MRE11 suppresses germline mutagenesis at meiotic double-strand breaks in mice

SPO11 forms hundreds of double-strand breaks (DSBs) to initiate meiotic recombination that is normally error-free. However, SPO11 activity can be mutagenic when one chromatid incurs closely spaced DSBs (double cuts), especially when DSBs are dysregulated by loss of the ATM kinase. De novo indels and structural variants can arise via end joining at double cuts within a single hotspot (microdeletions) or at adjacent hotspots separated by at least 30 kb, as we now show, sometimes accompanied by ectopic insertions of double-cut fragments. Here, we investigate how meiotic DSB end processing influences end joining. In MRE11-deficient mouse spermatocytes, which do not resect their DSBs, deletions at double cuts occur readily, with end-joining breakpoint profiles closely matching SPO11 DSB profiles.

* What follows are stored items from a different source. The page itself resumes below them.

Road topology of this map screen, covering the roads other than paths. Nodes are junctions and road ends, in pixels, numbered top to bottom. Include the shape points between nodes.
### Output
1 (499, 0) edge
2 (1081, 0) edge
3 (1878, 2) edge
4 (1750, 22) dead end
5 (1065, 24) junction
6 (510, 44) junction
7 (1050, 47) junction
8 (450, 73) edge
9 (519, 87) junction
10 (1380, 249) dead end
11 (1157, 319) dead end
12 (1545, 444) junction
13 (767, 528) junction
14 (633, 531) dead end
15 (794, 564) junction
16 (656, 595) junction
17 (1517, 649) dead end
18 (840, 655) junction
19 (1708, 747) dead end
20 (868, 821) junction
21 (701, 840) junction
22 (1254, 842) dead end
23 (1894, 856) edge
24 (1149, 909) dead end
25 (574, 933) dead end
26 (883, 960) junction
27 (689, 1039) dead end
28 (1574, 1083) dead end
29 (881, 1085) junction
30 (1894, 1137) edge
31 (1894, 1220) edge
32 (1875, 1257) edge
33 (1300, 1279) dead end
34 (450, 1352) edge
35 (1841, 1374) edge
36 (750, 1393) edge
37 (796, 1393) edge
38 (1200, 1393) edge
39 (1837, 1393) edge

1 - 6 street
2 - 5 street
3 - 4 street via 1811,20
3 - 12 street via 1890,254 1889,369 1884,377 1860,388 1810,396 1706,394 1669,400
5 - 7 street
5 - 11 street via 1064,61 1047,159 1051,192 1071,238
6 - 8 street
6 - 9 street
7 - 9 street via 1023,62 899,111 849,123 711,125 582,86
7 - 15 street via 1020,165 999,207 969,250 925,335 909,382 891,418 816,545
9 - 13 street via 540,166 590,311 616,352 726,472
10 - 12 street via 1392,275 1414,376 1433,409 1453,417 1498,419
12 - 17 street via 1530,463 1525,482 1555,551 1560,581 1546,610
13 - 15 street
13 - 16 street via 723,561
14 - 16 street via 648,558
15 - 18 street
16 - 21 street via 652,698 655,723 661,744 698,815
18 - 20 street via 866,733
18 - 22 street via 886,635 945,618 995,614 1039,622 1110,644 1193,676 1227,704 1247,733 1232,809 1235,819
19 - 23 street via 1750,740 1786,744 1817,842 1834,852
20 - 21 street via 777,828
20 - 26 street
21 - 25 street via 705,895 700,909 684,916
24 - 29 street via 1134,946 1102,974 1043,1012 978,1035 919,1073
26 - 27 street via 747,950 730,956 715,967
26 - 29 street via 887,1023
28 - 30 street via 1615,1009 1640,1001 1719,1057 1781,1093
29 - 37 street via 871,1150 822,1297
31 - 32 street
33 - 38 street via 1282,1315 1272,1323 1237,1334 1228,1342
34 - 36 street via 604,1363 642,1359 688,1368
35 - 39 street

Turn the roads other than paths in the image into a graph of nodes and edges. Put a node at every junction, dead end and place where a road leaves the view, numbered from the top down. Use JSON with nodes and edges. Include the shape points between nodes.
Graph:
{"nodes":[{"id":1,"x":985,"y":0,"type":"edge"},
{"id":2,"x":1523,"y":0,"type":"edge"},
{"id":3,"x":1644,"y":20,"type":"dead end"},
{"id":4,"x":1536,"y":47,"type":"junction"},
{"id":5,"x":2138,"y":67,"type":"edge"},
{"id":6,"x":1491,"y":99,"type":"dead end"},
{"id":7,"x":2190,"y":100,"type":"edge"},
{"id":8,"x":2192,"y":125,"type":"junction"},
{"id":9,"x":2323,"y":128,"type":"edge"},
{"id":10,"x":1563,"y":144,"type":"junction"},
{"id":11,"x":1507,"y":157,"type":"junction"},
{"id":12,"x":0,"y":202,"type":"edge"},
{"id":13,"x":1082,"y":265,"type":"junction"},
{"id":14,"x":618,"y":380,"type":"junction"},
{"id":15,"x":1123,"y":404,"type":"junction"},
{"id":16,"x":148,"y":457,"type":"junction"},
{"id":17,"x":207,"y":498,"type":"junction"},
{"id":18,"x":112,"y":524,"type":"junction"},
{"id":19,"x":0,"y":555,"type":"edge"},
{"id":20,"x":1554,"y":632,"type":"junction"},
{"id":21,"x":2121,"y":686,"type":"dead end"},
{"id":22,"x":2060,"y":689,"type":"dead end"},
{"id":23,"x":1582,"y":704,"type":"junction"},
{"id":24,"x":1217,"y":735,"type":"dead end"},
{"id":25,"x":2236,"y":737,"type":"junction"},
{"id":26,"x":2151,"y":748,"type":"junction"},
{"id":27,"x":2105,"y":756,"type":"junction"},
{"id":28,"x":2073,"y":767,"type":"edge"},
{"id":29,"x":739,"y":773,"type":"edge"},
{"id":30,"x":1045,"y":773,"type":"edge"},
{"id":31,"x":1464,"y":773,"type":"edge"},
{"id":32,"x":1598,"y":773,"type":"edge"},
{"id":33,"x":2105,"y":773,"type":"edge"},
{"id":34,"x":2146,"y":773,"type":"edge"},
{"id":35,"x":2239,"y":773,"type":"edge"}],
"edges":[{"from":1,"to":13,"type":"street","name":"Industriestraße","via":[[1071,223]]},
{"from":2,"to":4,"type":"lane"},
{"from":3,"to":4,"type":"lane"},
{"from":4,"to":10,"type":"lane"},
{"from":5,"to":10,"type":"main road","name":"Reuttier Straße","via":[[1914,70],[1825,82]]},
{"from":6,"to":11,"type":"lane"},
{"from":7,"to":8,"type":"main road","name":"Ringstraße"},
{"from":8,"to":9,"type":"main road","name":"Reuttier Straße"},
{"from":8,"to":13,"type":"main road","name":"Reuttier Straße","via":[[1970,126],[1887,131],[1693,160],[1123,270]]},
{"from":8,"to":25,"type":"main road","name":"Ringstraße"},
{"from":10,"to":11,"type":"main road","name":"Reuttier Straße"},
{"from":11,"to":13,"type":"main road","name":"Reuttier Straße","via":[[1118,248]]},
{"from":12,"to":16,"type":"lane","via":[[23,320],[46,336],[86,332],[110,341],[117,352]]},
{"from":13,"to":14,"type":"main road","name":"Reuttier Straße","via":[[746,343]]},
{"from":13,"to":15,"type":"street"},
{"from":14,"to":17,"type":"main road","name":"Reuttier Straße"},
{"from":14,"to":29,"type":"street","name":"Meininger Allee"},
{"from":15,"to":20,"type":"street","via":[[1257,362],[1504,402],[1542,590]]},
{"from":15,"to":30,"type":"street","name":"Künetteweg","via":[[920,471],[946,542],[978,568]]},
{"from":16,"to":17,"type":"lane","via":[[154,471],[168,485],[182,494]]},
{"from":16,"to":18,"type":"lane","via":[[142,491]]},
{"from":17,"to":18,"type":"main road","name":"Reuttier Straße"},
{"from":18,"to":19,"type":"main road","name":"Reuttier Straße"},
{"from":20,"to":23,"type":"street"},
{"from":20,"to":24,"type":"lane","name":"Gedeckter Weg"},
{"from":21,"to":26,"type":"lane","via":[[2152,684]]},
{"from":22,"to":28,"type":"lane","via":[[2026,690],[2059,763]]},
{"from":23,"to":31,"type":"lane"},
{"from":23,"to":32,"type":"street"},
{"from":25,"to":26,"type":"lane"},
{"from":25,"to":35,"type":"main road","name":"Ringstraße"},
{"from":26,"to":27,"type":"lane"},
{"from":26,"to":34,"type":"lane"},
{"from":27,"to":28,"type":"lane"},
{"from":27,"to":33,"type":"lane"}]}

Microdeletions suggest that two DSBs can be as close as [~]21 bp. The tyrosyl DNA phosphodiesterase TDP2 contributes to both deletion formation and ectopic insertion of double-cut fragments, presumably by removing SPO11 from DNA ends prior to joining. Finally, observations suggest a cooperative role for MRE11 and ATM in locally regulating DSB distributions. Our findings provide insight into the mechanism of de novo mutation origin, emphasizing the role of meiotic DSBs in shaping genome evolution.